Tout cela, c’est loin de moi maintenant, c’était une autre. J’ai fait ma paix et je ne suis pas morte.
Que disent ces prénoms de nous ? Tu me demandes.
Anne-Myriam sommée de sauver encore et encore Claire-Noémie pour ne pas qu’elle meure. Comme tu sauves les Rabinovitch en suivant les chemins de la carte postale.
Quelles incidences ont-ils eues, ces prénoms, sur nos personnalités et nos liens, pas toujours faciles ? Tu me demandes. Diable.
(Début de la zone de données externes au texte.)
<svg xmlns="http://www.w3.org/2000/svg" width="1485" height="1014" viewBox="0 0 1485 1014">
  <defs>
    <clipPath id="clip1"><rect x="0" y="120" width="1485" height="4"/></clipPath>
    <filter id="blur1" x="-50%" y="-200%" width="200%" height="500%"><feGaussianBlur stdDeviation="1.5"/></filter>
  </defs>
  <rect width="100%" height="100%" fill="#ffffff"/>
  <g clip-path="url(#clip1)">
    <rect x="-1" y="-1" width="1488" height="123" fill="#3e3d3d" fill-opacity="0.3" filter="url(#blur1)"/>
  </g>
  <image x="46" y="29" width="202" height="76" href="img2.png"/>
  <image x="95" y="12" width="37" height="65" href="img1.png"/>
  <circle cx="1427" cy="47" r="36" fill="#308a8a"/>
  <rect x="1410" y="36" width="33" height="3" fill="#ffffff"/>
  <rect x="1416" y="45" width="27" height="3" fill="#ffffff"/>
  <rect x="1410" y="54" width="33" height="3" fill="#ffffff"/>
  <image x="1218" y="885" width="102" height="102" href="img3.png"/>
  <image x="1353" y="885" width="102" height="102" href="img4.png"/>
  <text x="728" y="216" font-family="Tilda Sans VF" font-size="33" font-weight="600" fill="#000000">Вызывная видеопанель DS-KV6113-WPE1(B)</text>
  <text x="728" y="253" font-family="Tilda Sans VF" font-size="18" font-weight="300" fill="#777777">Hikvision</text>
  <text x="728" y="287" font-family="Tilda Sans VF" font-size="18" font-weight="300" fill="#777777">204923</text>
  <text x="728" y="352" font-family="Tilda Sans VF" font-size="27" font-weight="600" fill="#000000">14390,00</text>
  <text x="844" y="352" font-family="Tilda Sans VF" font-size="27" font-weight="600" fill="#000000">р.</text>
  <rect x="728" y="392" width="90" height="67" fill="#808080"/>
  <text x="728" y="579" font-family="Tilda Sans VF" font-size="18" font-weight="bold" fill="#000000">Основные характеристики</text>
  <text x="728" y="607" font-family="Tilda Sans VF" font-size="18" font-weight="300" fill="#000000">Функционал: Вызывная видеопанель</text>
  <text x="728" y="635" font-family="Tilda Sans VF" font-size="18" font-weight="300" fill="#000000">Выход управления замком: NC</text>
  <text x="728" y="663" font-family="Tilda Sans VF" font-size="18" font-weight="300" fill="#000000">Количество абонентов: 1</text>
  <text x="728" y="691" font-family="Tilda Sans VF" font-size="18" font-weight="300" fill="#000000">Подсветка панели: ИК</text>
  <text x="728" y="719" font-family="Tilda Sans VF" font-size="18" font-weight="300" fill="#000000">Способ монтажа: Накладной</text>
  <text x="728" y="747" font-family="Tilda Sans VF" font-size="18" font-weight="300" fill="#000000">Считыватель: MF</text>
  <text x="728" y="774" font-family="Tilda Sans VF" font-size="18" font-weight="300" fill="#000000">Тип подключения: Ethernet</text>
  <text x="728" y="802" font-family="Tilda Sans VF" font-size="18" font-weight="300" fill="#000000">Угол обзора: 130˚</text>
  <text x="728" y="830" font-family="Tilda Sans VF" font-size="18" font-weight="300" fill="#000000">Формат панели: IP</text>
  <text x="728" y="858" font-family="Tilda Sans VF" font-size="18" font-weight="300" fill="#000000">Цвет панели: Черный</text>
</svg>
Aujourd’hui et depuis maintenant plusieurs années, la pulsion que tu me sauves, a disparu. Ce n’était pas ton rôle. Et moi, j’ai arrêté de m’assassiner. Mes récriminations sur ta froideur, aussi, ont disparu. J’espère que c’est le cas aussi pour ton agacement à mon égard. Par discrétion d’autres mots (et pudeur), car il y en aurait mille de mots, car je t’en ai fait voir.
Car je sais aussi être discrète et pudique, et toi, tu n’es pas une femme qui se fond dans le décor, ou qui quitte la table, bien au contraire.
Je crois qu’arrivées à 40 ans, l’une et l’autre, nous commençons à peine à nous connaître, en ayant pourtant tant vécu ensemble.
Je crois que Myriam et Noémie n’ont pas eu la chance d’à peine commencer à se connaître.
Je crois que nous avons survécu à nos disputes, à nos trahisons, à nos incompréhensions.
Je crois que jamais je n’aurais pu t’écrire cela si tu ne m’avais pas envoyé ce message avec ces questions venues de la tombe.
Je crois mais je ne sais rien.
Nous avons survécu.
Et Myriam, elle, n’avait pas le pouvoir de sauver sa sœur.
Ce n’était pas sa faute.
Noémie n’a pas pu écrire.
Toi et moi sommes devenues écrivains.
Nous avons même écrit à quatre mains, et ce ne fut pas simple, mais beau et intense.
J’ai l’espoir gai, Anne, qu’un jour pour toi, je serai une force vive, un abri.
Une force Claire.
Bonne route avec la carte postale.
Je t’embrasse toi et ta fille.
De tout mon corps,
De tous mes bras,
c.
Post-Scriptum :
A dokh leben oune liebkheit. Dous ken gournicht gournicht zein. Mais vivre sans tendresse, on ne le pourrait pas.